Si on regarde les difficultés financières, on est loin d'être une exception dans le football français. Regardez ce qui se passe à Lille, à Lens, à Lyon, dans l'immense majorité des clubs, sauf ceux qui disputent la Ligue des champions, un promu, le Paris FC, qui était en mesure d'investir beaucoup, et il y a la connexion Chelsea-Strasbourg extrêmement forte, qui a permis à Strasbourg d'investir beaucoup, dans un projet constitué de très bons jeunes joueurs, avec une politique de trading très forte. On estime qu'on doit se situer entre la 7e et la 8e masse salariale de Ligue 1. Quand on regarde la valeur de notre effectif, on continue à avoir une valeur qui doit être entre la 6e et la 7e de Ligue 1, aux alentours de 175 millions d'euros. Regardez les valeurs d'effectifs de clubs qui, l'année dernière, étaient à ces montants-là. Aujourd'hui, c'est moitié moins. On était la Ligue des talents. Il faut qu'on soit vigilant à ne pas devenir la Ligue de la perte des talents... On sait pertinemment que notre modèle, aujourd'hui, ce n'est pas d'être un club qui dispute chaque année la Ligue des champions. On ne fait pas 65 000 spectateurs de moyenne, on n'a pas l'avantage fiscal de Monaco, on n'est pas le Paris Saint-Germain. Et actuellement, le modèle multi-club de Strasbourg leur permet d'avoir un effectif avec de jeunes joueurs de très grande qualité. Derrière, nous, ce qu'on doit faire, c'est être extrêmement performants dans tout ce qu'on fait, certaines années surperformer, et surtout, que les droits télé de la Ligue 1 remontent la pente. Parce que tant que les droits télé de la Ligue 1 ne remonteront pas la pente, le fossé qu'il y a avec les clubs qui disputent la Ligue des champions ne fera que s'accroître.
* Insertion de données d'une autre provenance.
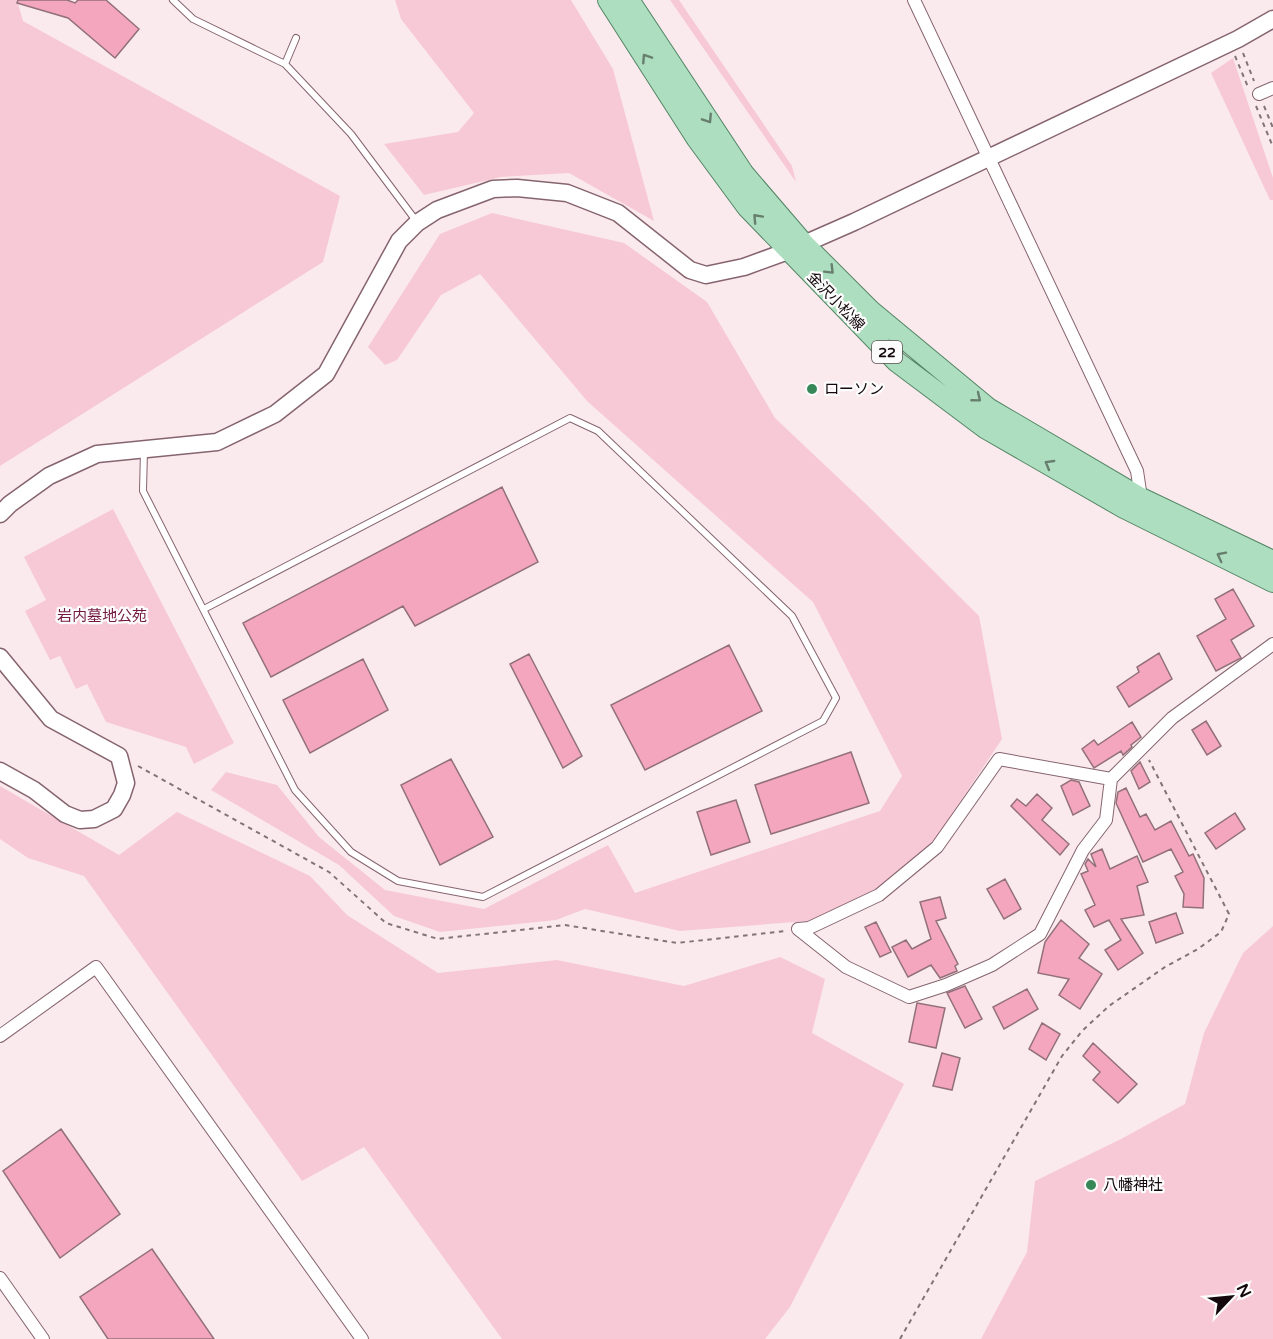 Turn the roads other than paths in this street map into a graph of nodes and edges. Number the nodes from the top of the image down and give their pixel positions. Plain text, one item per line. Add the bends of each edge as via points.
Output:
1 (173, 0) edge
2 (608, 0) edge
3 (629, 0) edge
4 (914, 0) edge
5 (1273, 19) edge
6 (296, 38) dead end
7 (285, 64) junction
8 (1273, 88) edge
9 (1259, 94) dead end
10 (990, 158) junction
11 (417, 223) junction
12 (796, 248) junction
13 (144, 449) junction
14 (1141, 498) junction
15 (0, 514) edge
16 (1273, 561) edge
17 (1273, 582) edge
18 (204, 609) junction
19 (1273, 644) edge
20 (0, 657) edge
21 (0, 771) edge
22 (1111, 779) junction
23 (0, 1036) edge
24 (0, 1278) edge
25 (43, 1339) edge
26 (362, 1339) edge

1 - 7 lane via 193,19
12 -> 2 main road, 金沢小松線 / 22 via 747,207 697,139
3 -> 12 main road, 金沢小松線 / 22
4 - 10 street
5 - 10 street
6 - 7 lane
7 - 11 lane via 351,134
8 - 9 street
10 - 12 street
10 - 14 street via 1137,471
11 - 12 street via 437,210 493,189 517,188 567,193 618,213 690,270 706,275 744,267
11 - 13 street via 399,241 326,374 275,414 217,442
12 -> 14 main road, 金沢小松線 / 22 via 988,408
17 -> 12 main road, 金沢小松線 / 22 via 1124,508 985,428 897,362
13 - 15 street via 97,454 50,476
13 - 18 lane via 143,491
14 - 16 main road, 金沢小松線 / 22
18 - 18 lane via 295,790 351,852 398,881 483,897 823,721 836,698 792,616 598,431 570,418
19 - 22 street via 1172,718
20 - 21 street via 51,719 120,756 126,783 114,809 94,819 80,820
22 - 22 street via 1106,820 1083,850 1040,934 992,965 909,997 846,967 798,929 809,928 879,895 937,847 999,759
23 - 26 street via 96,967
24 - 25 street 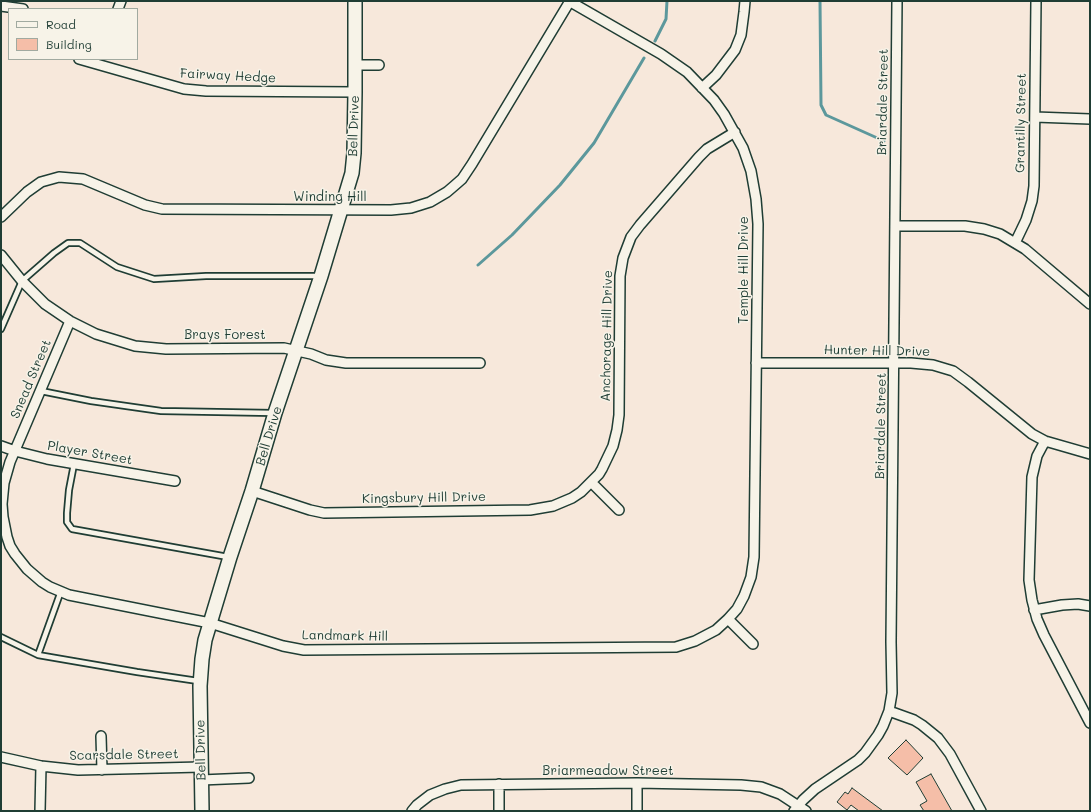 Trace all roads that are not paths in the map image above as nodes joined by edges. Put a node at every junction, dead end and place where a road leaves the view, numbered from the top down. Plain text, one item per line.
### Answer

- Pourquoi Nice ne développerait-il pas le même type de partenariat avec Manchester United que Strasbourg avec Chelsea ?
Déjà, l'année dernière, on ne pouvait absolument rien faire pour la simple raison qu'on participait à la même compétition européenne qui était la Ligue Europa. On ne pouvait effectuer aucune transaction entre clubs sur plusieurs mercatos, dont celui qui vient de s'achever. Or, les règles ont changé en juin dernier : on a su qu'on pouvait faire des transactions dès cet été. Sauf que ce n'était absolument pas prévu. Donc on est arrivés face à une situation inattendue. Et il y a un contexte sportif qui est différent. Chelsea sort d'une saison où ils ont fini en Ligue des champions, ils ont gagné la coupe du monde des clubs. Manchester est encore dans une saison de reconstruction par rapport à ça. Donc, même si la maturité de ce projet multi-club va avancer, à l'instant T, Manchester s'est surtout concentrée sur sa capacité à rebondir sur le court terme. Le multi-club au sein de l'OGC Nice et Manchester, je n'ai pas de doute sur le fait qu'il va se développer. D'ailleurs, Ineos est en train de se structurer pour renforcer le fonctionnement multiple. On aura notre propre modèle qui doit continuer à évoluer. On gardera l'identité OGC Nice. Ineos va s'exprimer prochainement pour qu'il n'y ait aucune ambiguïté sur leur positionnement.